My own takeaway from the event was that there’s a reason Trump is no longer the cultural phenomenon he was in 2016. Yes, the novelty has worn off. But he also seems to have lost the instinct for entertainment that once made him so interesting to audiences. He relies on a shorthand legible only to his most dedicated followers, and his tendency to get lost in rhetorical cul-de-sacs of self-pity and anger wears thin. This doesn’t necessarily make him less dangerous. There is a rote quality now to his darkest rhetoric that I found more unnerving than when it used to command wall-to-wall news coverage.
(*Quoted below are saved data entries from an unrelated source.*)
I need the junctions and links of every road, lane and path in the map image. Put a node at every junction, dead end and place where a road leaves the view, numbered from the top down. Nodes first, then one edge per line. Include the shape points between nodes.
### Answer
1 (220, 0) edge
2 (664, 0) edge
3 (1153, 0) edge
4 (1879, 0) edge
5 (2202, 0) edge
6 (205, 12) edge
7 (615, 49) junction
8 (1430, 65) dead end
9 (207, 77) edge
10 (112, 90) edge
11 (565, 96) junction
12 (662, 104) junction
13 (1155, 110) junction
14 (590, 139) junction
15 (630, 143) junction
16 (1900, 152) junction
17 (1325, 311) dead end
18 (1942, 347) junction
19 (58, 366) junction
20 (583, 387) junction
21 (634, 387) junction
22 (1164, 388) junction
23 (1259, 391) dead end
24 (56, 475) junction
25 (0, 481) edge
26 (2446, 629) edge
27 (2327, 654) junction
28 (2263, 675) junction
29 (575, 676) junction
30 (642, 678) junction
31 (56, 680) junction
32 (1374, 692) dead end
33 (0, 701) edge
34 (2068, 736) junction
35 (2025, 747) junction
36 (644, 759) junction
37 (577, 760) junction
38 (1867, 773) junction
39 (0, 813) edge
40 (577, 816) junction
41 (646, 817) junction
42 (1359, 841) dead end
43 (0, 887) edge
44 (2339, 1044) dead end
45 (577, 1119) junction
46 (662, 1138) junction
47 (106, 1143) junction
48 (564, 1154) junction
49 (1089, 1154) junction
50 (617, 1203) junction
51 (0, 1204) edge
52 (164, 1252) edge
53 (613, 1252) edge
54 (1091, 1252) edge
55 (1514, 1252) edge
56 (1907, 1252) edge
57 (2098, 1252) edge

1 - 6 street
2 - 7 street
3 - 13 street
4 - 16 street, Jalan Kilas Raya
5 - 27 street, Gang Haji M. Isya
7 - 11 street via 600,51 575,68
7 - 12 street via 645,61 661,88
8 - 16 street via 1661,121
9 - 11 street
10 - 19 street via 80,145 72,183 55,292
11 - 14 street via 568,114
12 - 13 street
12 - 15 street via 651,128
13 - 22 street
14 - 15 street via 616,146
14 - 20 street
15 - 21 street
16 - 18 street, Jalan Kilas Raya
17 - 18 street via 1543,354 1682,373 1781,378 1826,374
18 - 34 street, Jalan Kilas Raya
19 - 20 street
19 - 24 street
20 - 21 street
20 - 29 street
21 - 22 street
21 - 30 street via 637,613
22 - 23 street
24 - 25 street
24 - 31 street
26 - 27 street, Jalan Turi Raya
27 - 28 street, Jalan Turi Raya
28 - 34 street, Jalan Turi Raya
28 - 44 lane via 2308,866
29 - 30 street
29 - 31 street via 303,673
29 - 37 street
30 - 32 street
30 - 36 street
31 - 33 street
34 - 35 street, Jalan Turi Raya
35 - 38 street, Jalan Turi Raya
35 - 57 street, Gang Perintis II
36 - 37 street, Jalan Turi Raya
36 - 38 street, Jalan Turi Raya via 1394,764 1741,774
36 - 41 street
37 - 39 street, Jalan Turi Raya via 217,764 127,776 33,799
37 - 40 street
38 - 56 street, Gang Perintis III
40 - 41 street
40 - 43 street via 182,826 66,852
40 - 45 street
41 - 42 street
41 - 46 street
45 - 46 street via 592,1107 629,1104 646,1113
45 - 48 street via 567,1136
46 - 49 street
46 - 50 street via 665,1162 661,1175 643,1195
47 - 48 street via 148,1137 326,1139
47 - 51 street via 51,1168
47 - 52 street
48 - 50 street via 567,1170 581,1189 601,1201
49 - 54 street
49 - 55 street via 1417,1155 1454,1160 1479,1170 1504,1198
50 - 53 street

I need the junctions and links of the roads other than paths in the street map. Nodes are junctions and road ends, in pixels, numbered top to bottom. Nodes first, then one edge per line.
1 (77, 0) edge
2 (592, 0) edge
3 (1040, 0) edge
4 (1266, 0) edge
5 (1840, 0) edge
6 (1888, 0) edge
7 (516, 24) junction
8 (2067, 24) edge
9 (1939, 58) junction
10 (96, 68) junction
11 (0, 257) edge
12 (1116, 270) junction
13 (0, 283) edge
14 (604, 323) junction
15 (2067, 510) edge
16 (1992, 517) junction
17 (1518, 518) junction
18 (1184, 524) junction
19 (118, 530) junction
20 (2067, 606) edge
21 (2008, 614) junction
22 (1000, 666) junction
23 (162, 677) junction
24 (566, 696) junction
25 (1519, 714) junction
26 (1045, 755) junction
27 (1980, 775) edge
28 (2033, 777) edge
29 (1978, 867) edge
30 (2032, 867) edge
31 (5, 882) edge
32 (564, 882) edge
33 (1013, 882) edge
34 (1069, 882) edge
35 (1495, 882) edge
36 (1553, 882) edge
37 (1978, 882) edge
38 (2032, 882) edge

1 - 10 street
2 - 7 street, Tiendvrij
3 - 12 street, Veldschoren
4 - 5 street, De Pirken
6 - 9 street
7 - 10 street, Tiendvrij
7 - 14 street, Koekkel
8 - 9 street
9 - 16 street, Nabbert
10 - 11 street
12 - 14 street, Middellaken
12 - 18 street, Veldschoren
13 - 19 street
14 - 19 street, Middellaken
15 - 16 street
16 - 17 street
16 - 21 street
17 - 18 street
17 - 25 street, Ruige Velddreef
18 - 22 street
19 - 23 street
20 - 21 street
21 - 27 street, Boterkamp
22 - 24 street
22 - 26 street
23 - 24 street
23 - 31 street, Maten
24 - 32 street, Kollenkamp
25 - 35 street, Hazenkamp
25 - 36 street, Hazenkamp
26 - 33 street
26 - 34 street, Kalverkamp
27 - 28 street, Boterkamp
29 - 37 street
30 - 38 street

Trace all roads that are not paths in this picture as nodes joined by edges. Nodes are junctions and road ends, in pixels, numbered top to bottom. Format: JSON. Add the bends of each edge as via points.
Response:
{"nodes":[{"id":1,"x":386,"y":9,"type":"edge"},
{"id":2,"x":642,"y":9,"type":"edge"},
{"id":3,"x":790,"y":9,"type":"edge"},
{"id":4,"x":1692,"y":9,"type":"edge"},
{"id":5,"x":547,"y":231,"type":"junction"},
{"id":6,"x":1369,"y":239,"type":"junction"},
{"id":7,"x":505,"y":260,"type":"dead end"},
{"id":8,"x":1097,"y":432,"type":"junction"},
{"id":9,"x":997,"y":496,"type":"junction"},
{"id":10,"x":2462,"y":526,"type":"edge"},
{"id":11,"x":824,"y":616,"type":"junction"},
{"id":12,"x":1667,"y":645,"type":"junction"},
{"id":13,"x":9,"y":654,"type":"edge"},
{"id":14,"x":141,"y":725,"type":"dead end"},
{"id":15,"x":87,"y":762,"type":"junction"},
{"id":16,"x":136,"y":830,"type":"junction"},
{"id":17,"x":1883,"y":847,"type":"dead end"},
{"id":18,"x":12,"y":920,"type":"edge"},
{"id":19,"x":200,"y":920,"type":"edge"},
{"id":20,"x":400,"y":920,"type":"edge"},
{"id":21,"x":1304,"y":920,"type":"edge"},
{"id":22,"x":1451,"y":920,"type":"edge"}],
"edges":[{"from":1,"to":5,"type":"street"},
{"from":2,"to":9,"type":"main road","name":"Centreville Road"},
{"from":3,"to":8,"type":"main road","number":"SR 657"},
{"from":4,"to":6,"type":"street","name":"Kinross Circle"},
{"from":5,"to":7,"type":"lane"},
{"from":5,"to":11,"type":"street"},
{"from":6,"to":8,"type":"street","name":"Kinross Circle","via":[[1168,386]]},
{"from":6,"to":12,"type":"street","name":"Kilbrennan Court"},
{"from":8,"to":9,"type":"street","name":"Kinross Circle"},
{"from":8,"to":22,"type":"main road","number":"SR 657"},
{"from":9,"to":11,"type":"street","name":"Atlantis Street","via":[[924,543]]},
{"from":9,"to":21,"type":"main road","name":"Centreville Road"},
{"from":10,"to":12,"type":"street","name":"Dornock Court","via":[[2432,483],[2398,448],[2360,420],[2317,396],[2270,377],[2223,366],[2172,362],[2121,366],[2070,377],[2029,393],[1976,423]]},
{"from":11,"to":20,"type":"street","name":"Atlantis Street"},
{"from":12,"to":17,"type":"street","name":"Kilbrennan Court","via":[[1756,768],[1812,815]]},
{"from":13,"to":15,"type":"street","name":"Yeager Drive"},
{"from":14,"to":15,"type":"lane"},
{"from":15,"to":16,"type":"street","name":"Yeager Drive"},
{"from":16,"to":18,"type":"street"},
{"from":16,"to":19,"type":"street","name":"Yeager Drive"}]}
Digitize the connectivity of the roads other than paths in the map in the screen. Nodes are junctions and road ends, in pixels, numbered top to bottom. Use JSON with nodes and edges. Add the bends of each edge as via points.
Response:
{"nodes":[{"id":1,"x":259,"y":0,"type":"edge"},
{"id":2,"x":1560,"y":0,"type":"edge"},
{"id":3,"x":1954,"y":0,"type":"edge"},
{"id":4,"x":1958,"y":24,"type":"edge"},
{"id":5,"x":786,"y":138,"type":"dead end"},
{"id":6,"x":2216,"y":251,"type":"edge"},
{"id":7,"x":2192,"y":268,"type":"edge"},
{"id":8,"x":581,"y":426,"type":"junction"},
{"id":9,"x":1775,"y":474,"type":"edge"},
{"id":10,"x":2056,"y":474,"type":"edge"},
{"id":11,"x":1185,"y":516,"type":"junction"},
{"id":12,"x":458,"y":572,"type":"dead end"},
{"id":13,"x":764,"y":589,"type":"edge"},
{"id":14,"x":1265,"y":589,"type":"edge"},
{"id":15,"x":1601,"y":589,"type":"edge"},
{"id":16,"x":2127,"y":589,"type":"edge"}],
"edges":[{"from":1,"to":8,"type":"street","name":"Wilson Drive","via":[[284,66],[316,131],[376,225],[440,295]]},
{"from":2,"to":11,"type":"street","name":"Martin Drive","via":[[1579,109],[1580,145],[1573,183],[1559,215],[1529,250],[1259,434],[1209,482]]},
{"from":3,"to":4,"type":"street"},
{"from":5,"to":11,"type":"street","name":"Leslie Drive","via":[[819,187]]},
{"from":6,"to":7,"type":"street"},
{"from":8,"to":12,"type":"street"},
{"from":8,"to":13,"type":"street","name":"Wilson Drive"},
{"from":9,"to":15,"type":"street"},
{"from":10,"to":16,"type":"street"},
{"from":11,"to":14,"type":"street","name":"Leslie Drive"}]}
It should be unnerving and journalists should show it and analyze it and tell this story! Good for Coppins for doing it. I know they don’t generally want to portray the crowds as they really are but it’s part of this story.

Shortly before Trump began speaking, I met a friendly young dad in glasses who’d brought his 6-year-old son to the event. He’d never attended a Trump rally before and was excited to be there. When I asked if I could chat with him after Trump’s speech to see what he thought of the event, he happily agreed.

As Trump spoke, I glanced over at the man a few times from the press section. His expression was muted; he barely reacted to the lines that drove the crowd wild. The longer Trump spoke, I noticed, the further the man drifted backward toward the exits. Of course, I don’t know what was going through his head. Maybe he was just a stoic type. Or maybe his enthusiasm was tempered by the distraction of tending to a 6-year-old. All I know is that, halfway through the speech, he was gone.

The die hard MAGAs will never tire of him or his schtick. He is their favorite entertainer/leader/guru and whatever he says is, as he would say, perfect.

That guy who left will probably vote for Trump anyway. He was just disappointed to see that the guy he thought Trump was is really a creepy old man behind the curtain screaming “get off my lawn.” But I suppose you never know. Maybe he had an epiphany. But there does have to be at least a handful of people whose memories of him are gauzy now who would be shocked that the image they had in their minds is very different from the reality. He’s worse than ever. And his plans are being fleshed out by the Republican establishment institutions which have decided that MAGA is their destiny.

If you can’t get to a rally and want to punish yourself with a Trump rally, you can always go to Right Side broadcasting on Youtube and they stream them live. CSPAN does quite a few of them too. You should force yourself to see at least one. It will remind you of the stakes in a hurry.